→ Records contained in a dataset:
□ □ □ □ □ □ □
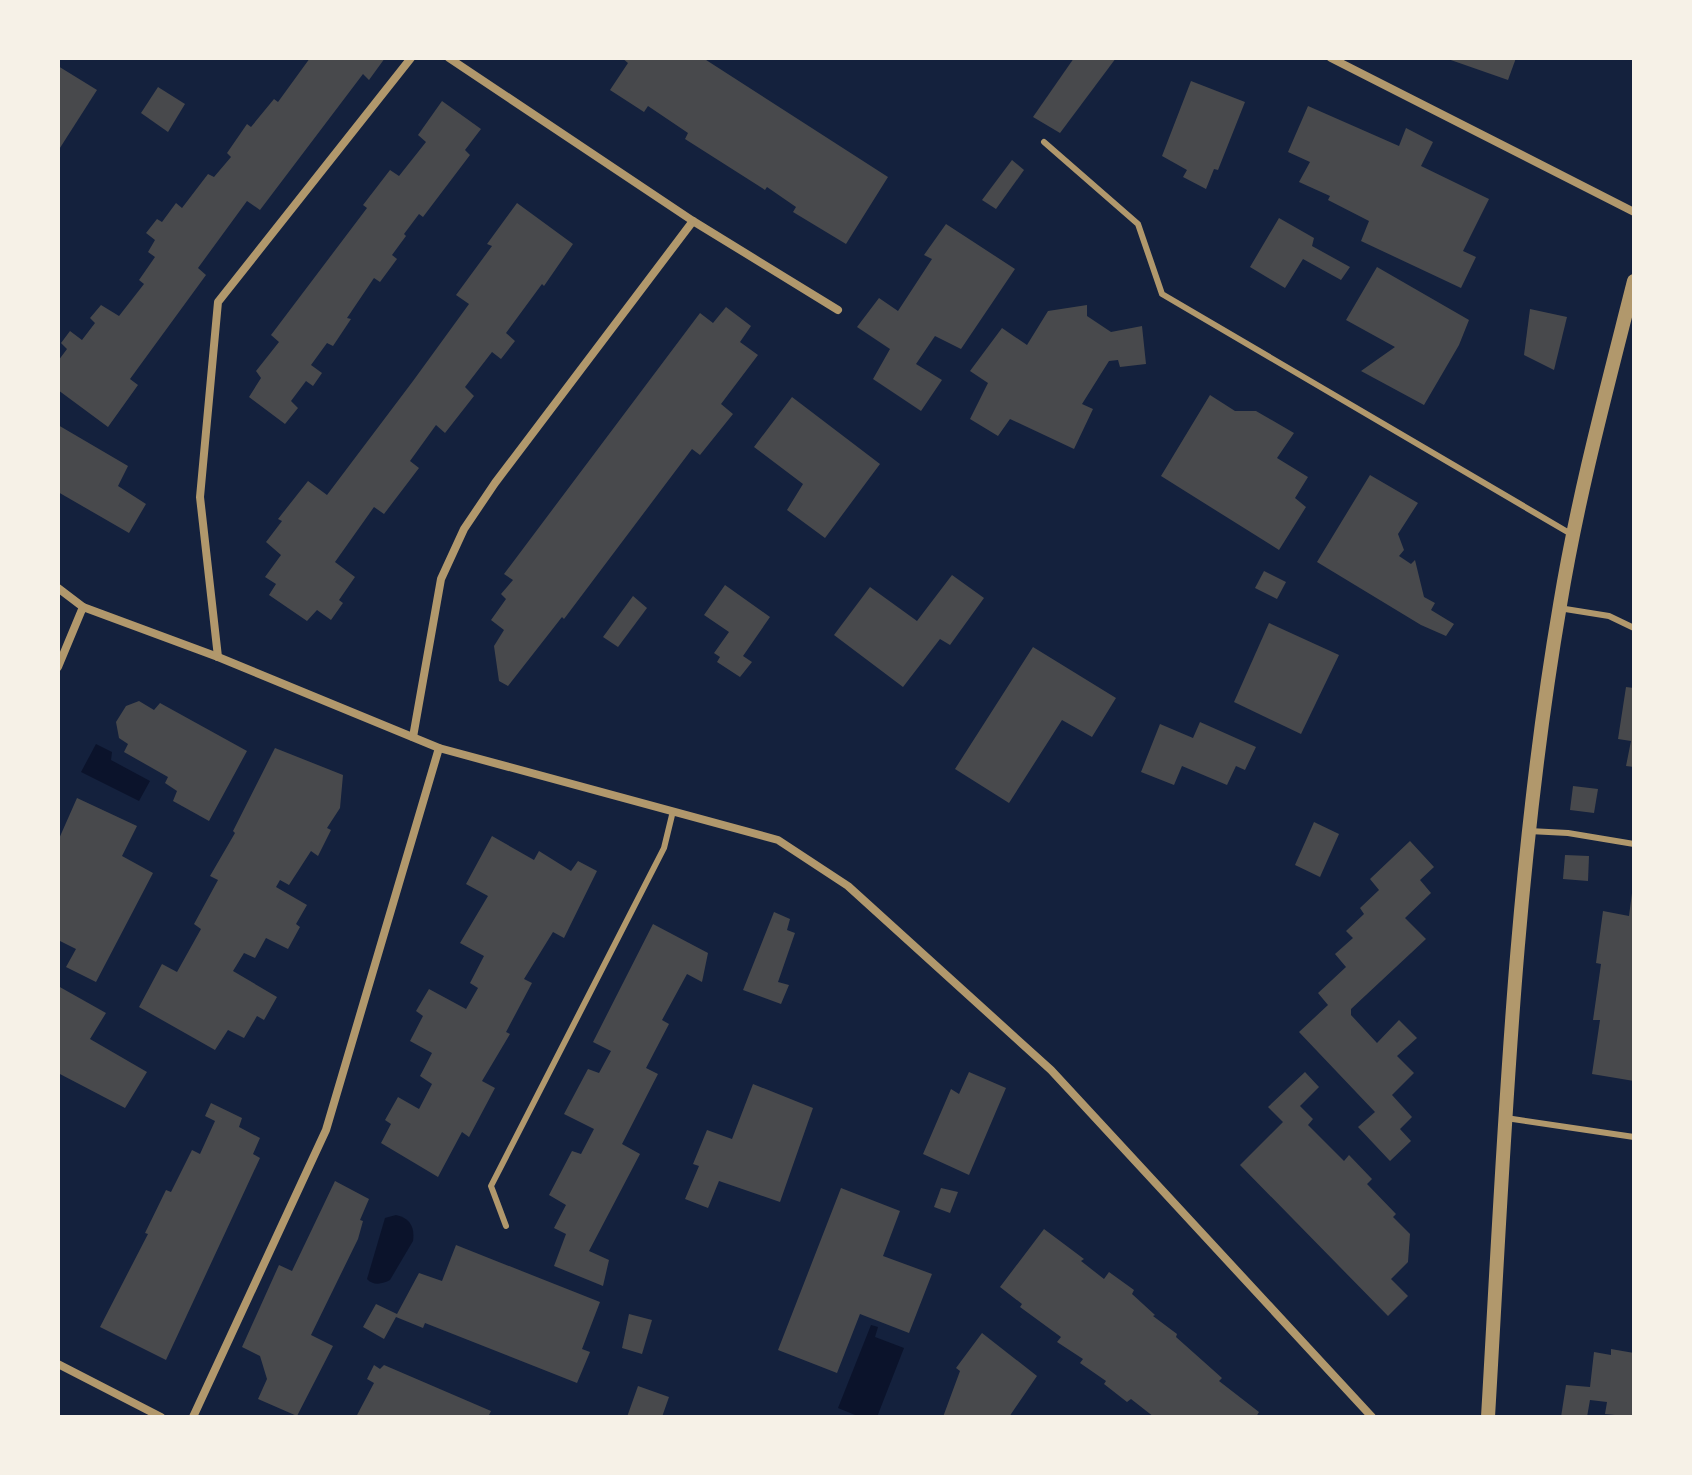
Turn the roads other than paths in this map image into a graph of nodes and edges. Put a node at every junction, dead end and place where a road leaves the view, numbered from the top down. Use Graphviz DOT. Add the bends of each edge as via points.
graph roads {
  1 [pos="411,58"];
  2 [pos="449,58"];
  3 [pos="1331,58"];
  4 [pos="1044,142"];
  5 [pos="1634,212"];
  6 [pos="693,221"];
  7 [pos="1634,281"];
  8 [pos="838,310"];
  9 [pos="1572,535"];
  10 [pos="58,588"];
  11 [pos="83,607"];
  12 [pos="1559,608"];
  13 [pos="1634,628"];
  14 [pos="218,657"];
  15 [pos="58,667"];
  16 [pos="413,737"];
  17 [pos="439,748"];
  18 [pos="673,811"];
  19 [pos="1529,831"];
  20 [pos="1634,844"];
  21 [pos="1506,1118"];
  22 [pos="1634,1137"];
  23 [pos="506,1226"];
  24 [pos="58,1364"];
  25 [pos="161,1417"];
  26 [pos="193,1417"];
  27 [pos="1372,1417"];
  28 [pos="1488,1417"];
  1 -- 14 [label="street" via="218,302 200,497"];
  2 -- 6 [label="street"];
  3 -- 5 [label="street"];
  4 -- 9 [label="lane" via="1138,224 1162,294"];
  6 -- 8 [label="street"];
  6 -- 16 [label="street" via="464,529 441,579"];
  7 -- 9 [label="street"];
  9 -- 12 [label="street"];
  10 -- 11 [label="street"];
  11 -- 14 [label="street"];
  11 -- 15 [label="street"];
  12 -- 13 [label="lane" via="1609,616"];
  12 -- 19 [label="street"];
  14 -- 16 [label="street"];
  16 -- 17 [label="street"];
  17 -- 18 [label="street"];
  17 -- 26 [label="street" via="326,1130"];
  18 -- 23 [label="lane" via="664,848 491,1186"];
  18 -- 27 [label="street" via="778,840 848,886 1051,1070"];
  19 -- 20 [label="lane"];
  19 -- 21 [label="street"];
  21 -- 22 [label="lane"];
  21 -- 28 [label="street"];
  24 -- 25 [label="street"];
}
□ □ □ □ □ □ □
→ WORK INSTRUCTIONS: Looking through the records, copy out every line in which the word "graph" is found.

→ SOLUTION TO THIS TASK:
Turn the roads other than paths in this map image into a graph of nodes and edges. Put a node at every junction, dead end and place where a road leaves the view, numbered from the top down. Use Graphviz DOT. Add the bends of each edge as via points.
graph roads {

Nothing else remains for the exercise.